Outros argumentos se somam a este para referendar a aplicação dos juros a 12% ao ano, merecendo de logo destaque as decisões do Tribunal de Justiça do Rio Grande do Sul, primeiro a abraçar tal entendimento, onde se demonstra, inclusive, que a nossa Constituição recepcionou a limitação de juros prevista na Lei de Usura (Decreto n.º. 22.626/33), a qual não foi revogada pela Lei de Mercado de Capitais (Lei n.º. 4.595/64) afirmando ainda que o Conselho Monetário Nacional não pode regular as taxas de juros, matéria que hoje é da competência exclusiva do Congresso Nacional por força do que dispõem os artigos 22 e 48 da nossa Carta Magna:

"Os argumentos esposados são fortes e coerentes com a posição deste Grupo, que tem afirmado a limitação de juros em 12%, quer pela ótica da auto-aplicabilidade da norma do art. 192, §3, da CF/88, quer pela orientação da lei infraconstitucional onde a tradição do Direito Civil brasileiro (arts. 1.062/1.063), assim como o Decreto n.º 22.626/33, em seu artigo 1, que proíbe a fixação de juros superiores ao dobro da taxa legal e em seu art. 4, no sentido de afastar a contagem de juros sob juros, o chamado anatocismo, e, em seu art. 11, determinando a nulidade de ato que ofenda tal determinação legal.".
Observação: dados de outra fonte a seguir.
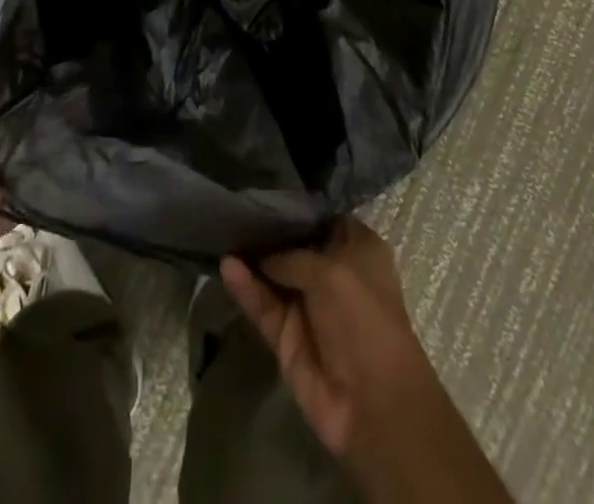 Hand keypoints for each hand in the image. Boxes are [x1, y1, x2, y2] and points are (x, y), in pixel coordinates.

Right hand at [220, 219, 433, 455]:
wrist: (372, 406)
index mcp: (357, 250)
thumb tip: (261, 255)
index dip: (298, 206)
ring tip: (222, 231)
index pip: (324, 219)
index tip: (266, 188)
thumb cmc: (364, 320)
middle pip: (294, 244)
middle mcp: (332, 273)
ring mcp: (307, 306)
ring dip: (251, 257)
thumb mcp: (331, 272)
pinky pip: (262, 305)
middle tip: (234, 203)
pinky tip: (226, 266)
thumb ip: (291, 256)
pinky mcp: (286, 337)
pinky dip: (245, 288)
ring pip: (273, 274)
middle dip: (267, 228) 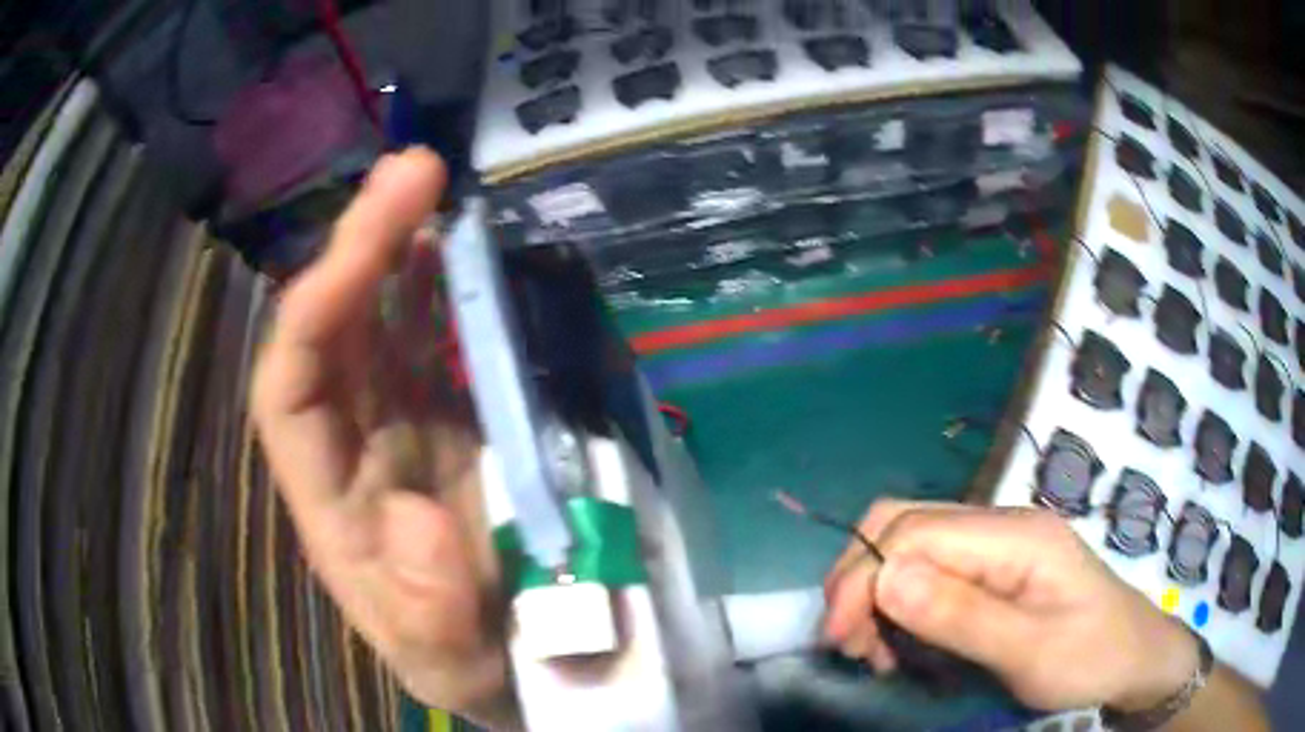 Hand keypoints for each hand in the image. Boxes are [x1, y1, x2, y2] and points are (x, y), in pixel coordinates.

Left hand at [251, 149, 514, 725]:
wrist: (530, 667)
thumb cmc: (479, 668)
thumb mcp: (449, 665)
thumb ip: (425, 614)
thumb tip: (413, 516)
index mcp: (332, 505)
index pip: (289, 390)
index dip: (316, 312)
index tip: (373, 243)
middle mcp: (355, 450)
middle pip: (332, 334)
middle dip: (361, 248)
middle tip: (415, 171)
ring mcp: (407, 429)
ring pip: (382, 324)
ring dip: (401, 253)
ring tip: (433, 189)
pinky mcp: (458, 423)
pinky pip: (440, 343)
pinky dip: (449, 291)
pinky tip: (467, 251)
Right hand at [823, 501, 1198, 712]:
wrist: (1134, 658)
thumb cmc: (1092, 657)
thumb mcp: (1031, 651)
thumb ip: (962, 616)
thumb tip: (886, 577)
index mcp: (1015, 534)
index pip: (915, 531)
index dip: (864, 577)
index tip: (839, 639)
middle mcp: (1001, 525)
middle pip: (906, 522)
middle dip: (861, 577)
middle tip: (849, 641)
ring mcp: (998, 545)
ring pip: (911, 543)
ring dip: (876, 592)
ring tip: (874, 651)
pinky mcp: (995, 569)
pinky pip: (930, 570)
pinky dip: (899, 603)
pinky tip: (904, 641)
Atinente à limitação dos juros com base na norma constitucional, é entendimento majoritário no Grupo de Câmaras do Egrégio Tribunal de Justiça do Rio Grande do Sul que é auto-aplicável a norma do art. 192, §3º, da CF, eis que se trata de norma positiva com incidência imediata, dispensando qualquer regulamentação.
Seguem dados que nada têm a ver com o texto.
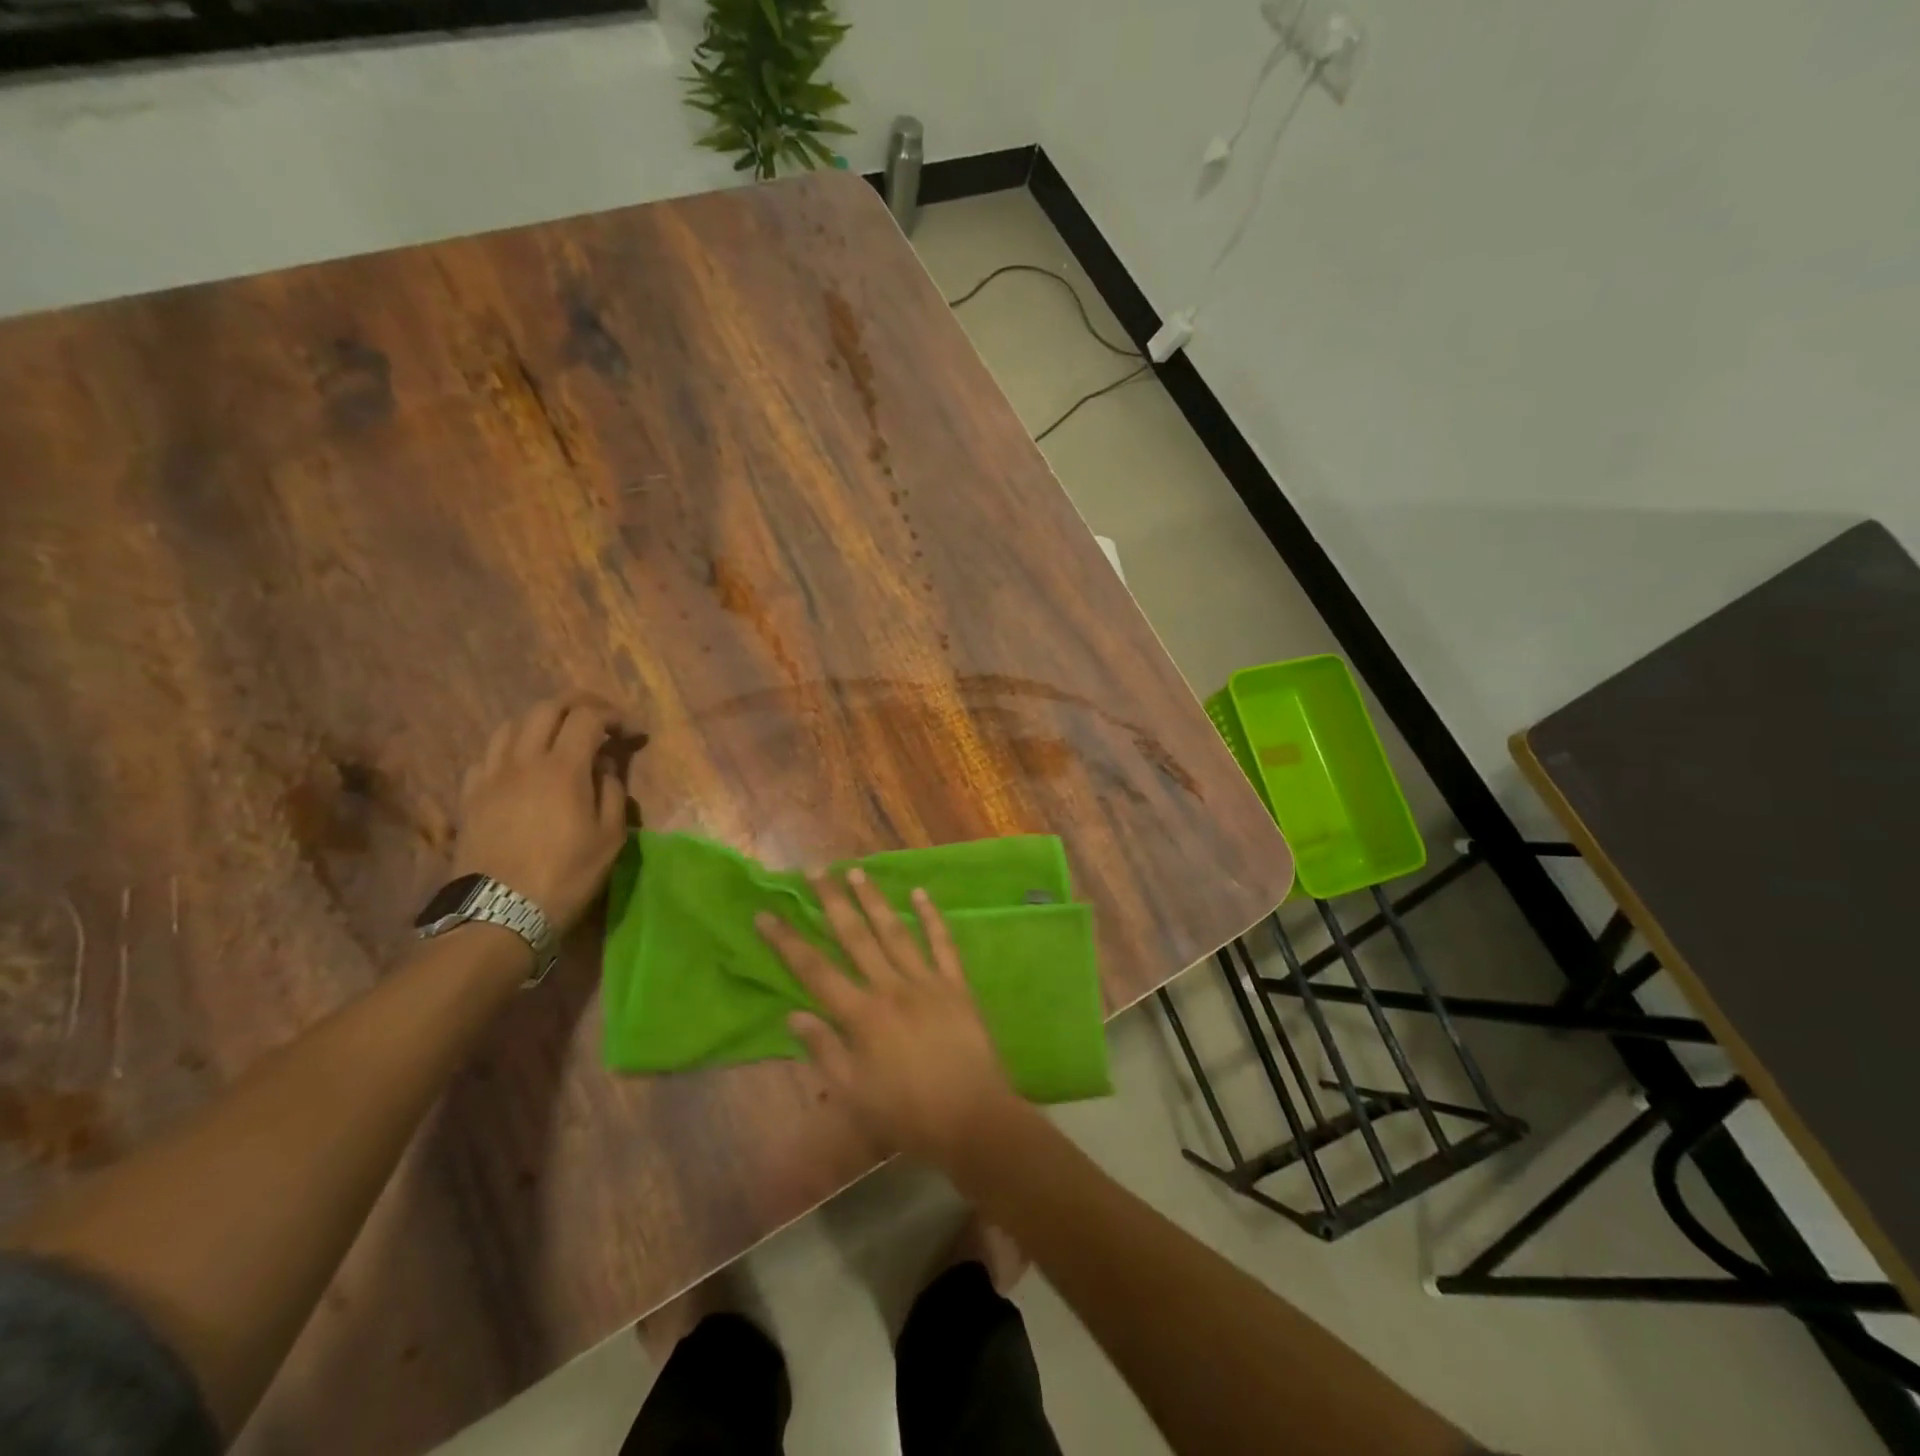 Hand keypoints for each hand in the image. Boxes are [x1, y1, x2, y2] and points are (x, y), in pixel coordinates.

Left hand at [452, 693, 638, 931]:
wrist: (500, 912)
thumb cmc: (566, 875)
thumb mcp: (610, 837)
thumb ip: (611, 791)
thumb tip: (604, 765)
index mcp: (562, 768)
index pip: (587, 718)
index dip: (613, 716)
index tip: (631, 732)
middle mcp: (523, 760)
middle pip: (546, 708)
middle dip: (577, 704)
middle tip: (599, 718)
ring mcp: (491, 775)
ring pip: (511, 724)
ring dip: (541, 721)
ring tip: (559, 736)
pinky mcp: (470, 795)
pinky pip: (489, 754)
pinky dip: (512, 748)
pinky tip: (522, 766)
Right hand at [757, 870, 1026, 1169]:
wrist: (972, 1119)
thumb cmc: (908, 1114)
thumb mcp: (855, 1093)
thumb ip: (824, 1051)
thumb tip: (793, 1015)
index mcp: (862, 1016)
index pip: (814, 970)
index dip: (787, 941)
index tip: (766, 913)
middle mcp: (891, 988)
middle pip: (855, 937)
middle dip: (832, 902)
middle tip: (815, 871)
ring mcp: (927, 981)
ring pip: (895, 931)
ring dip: (874, 900)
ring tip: (856, 871)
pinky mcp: (956, 985)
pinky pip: (943, 943)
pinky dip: (932, 917)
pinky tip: (920, 893)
Qualquer lei editada visando a regulamentar a matéria de juros não poderá infringir a norma constitucional, que é limitadora e não pode ser desobedecida. Por sinal, até o presente momento nenhuma lei foi estabelecida com o objetivo de interpretação do art. 192, §3, da CF. A polêmica existe sobre a auto-aplicabilidade, ou não, dessa norma constitucional, mas passados alguns anos, ainda não há uma regulamentação sobre tão importante assunto. Vive-se hoje sob o Plano Real, que objetiva a estabilização econômica do Brasil, cuja implantação de uma nova moeda visou a reduzir a inflação e mantê-la em níveis que atendam o normal desenvolvimento do País.

 

Havendo uma regra constitucional, a economia se deve ajustar a ela, e os planos implantados devem buscar o equilíbrio econômico social, e isso se consegue se todos forem tratados em igualdades de condições. Por isso é que as instituições bancárias não podem ser beneficiárias de privilégios, tratadas diferentemente do restante da sociedade e desatenderem à determinação da norma do art. 192, § 3º, da CF, que é proibitiva, e, assim, de incidência imediata, e nenhuma lei complementar ordinária poderá estabelecer taxa de juros superior àquela limitada na Constituição.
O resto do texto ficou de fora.